→ EXERCISE DATA:
-- Opening Marker --

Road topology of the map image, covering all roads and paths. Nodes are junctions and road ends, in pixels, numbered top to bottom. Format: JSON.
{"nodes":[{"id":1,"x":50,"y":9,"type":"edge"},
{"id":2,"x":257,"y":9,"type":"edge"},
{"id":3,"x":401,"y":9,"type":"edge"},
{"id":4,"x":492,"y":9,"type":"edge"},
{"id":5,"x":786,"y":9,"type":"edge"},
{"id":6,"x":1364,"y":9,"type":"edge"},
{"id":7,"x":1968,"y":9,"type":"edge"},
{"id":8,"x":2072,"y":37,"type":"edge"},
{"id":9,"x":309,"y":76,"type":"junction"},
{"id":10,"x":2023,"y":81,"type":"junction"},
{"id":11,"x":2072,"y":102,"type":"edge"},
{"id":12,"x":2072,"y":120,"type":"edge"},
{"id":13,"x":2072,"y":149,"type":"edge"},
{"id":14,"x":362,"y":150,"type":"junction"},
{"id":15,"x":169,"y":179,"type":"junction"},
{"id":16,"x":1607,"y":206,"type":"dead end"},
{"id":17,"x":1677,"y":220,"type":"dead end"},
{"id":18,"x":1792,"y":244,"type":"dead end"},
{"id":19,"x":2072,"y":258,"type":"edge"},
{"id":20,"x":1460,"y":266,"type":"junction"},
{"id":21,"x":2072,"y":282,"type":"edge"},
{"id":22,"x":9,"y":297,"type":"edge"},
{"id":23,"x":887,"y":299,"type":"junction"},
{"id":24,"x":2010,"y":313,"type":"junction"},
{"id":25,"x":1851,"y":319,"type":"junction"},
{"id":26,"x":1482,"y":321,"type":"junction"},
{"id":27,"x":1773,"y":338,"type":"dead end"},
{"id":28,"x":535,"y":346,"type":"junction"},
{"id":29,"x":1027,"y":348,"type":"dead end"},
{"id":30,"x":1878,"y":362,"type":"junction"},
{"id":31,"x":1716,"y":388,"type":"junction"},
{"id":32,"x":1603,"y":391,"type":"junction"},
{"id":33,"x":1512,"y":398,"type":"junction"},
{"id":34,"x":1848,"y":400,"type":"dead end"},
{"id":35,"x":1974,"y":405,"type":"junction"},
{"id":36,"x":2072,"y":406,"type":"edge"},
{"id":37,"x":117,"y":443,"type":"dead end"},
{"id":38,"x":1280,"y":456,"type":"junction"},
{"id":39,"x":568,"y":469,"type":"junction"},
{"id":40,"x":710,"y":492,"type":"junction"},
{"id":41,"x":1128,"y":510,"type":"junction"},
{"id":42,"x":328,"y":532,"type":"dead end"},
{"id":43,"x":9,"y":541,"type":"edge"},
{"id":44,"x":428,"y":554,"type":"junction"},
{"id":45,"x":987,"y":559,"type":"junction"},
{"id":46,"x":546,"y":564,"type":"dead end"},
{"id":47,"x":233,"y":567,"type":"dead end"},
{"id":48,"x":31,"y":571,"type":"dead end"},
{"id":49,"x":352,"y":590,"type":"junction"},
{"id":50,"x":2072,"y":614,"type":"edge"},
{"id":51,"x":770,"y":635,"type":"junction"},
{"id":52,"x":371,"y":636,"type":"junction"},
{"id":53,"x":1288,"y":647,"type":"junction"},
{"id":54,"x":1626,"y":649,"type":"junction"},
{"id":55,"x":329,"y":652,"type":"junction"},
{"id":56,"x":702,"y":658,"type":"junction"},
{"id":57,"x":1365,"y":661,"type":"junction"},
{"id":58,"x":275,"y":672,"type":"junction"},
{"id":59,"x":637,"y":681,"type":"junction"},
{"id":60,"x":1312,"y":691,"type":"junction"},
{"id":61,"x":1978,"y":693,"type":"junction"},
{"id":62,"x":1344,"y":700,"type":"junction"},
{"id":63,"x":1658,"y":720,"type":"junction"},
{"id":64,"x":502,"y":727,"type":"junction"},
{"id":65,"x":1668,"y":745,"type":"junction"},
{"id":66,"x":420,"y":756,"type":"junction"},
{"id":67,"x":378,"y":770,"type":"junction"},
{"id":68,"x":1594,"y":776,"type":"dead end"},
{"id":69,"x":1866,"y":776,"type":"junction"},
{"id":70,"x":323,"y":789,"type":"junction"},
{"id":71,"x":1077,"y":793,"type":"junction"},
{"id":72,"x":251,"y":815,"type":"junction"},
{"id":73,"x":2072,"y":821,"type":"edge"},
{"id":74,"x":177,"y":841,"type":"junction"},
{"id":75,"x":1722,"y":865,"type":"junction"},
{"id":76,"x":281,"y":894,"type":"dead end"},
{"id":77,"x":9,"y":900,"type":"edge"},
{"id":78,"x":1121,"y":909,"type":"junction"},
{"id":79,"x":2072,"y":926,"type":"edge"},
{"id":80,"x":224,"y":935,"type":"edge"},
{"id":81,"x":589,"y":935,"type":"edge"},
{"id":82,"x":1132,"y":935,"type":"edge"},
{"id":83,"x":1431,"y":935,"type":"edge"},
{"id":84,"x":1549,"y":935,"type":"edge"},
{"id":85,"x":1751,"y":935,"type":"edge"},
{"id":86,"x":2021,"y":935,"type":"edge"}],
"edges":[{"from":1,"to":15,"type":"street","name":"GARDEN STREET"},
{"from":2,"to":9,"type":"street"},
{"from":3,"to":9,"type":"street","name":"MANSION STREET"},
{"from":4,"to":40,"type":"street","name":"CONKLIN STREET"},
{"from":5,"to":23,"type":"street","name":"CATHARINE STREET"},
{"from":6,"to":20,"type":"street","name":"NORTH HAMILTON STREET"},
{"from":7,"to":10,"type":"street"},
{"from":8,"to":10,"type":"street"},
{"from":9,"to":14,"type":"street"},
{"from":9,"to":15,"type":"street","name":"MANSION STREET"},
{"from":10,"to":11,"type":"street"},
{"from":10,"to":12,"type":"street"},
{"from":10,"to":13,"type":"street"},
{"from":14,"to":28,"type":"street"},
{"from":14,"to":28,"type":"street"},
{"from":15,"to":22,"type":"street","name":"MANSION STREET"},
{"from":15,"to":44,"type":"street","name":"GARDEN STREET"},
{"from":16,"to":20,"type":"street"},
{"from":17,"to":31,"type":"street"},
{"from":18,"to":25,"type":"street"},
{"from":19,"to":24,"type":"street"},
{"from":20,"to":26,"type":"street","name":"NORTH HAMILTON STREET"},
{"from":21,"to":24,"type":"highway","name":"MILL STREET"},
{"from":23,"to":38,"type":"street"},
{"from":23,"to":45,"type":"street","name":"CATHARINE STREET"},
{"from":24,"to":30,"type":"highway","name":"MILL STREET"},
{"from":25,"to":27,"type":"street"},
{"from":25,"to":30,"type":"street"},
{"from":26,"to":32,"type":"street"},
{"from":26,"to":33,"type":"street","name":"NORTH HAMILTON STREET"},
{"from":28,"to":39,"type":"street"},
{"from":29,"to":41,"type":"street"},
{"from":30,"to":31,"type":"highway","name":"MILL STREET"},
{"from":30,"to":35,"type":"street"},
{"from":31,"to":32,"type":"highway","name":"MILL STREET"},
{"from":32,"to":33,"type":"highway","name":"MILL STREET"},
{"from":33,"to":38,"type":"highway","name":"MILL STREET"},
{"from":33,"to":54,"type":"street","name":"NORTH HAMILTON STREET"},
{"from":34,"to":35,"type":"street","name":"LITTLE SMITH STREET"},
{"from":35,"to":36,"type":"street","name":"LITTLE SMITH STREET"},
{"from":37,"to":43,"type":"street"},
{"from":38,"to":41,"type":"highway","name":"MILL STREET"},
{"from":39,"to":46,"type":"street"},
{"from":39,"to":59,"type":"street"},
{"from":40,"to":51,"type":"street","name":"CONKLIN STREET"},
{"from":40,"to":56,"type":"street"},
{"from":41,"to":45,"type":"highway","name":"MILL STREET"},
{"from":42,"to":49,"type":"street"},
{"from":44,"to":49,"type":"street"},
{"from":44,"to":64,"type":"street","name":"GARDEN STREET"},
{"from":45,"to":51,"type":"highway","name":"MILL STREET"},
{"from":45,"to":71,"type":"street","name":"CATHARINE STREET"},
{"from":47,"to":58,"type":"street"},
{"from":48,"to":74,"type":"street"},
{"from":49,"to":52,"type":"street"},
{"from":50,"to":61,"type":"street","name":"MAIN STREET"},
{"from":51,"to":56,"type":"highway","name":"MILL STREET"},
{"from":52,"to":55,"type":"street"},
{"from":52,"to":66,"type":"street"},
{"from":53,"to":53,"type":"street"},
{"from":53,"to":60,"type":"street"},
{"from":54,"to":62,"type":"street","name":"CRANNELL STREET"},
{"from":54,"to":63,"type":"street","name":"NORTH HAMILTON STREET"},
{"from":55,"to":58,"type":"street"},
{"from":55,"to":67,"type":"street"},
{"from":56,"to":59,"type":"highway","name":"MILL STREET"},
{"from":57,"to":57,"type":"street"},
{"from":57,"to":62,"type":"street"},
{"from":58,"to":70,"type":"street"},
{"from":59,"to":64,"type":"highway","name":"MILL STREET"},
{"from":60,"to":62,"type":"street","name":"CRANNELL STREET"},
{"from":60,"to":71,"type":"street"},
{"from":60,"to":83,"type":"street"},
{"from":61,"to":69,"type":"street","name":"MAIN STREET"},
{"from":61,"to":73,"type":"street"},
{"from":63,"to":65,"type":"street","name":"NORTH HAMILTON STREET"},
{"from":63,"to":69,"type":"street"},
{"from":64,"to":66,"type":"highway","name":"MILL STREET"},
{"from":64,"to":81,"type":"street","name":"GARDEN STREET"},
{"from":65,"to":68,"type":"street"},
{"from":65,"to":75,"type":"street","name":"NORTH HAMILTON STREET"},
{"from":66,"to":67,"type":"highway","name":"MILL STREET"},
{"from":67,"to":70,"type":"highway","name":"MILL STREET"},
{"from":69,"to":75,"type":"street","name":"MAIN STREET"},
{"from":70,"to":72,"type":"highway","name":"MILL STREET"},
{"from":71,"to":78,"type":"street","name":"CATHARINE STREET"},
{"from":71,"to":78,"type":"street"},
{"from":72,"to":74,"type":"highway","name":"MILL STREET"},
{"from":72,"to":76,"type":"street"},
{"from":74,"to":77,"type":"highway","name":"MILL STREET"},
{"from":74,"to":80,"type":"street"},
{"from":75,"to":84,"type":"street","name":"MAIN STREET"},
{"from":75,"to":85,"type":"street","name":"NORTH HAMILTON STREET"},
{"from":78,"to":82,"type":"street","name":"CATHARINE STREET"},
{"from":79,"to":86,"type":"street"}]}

-- Closing Marker --

Which lines of the records above contain the word "NORTH"? Report each one.

{"from":6,"to":20,"type":"street","name":"NORTH HAMILTON STREET"},
{"from":20,"to":26,"type":"street","name":"NORTH HAMILTON STREET"},
{"from":26,"to":33,"type":"street","name":"NORTH HAMILTON STREET"},
{"from":33,"to":54,"type":"street","name":"NORTH HAMILTON STREET"},
{"from":54,"to":63,"type":"street","name":"NORTH HAMILTON STREET"},
{"from":63,"to":65,"type":"street","name":"NORTH HAMILTON STREET"},
{"from":65,"to":75,"type":"street","name":"NORTH HAMILTON STREET"},
{"from":75,"to":85,"type":"street","name":"NORTH HAMILTON STREET"},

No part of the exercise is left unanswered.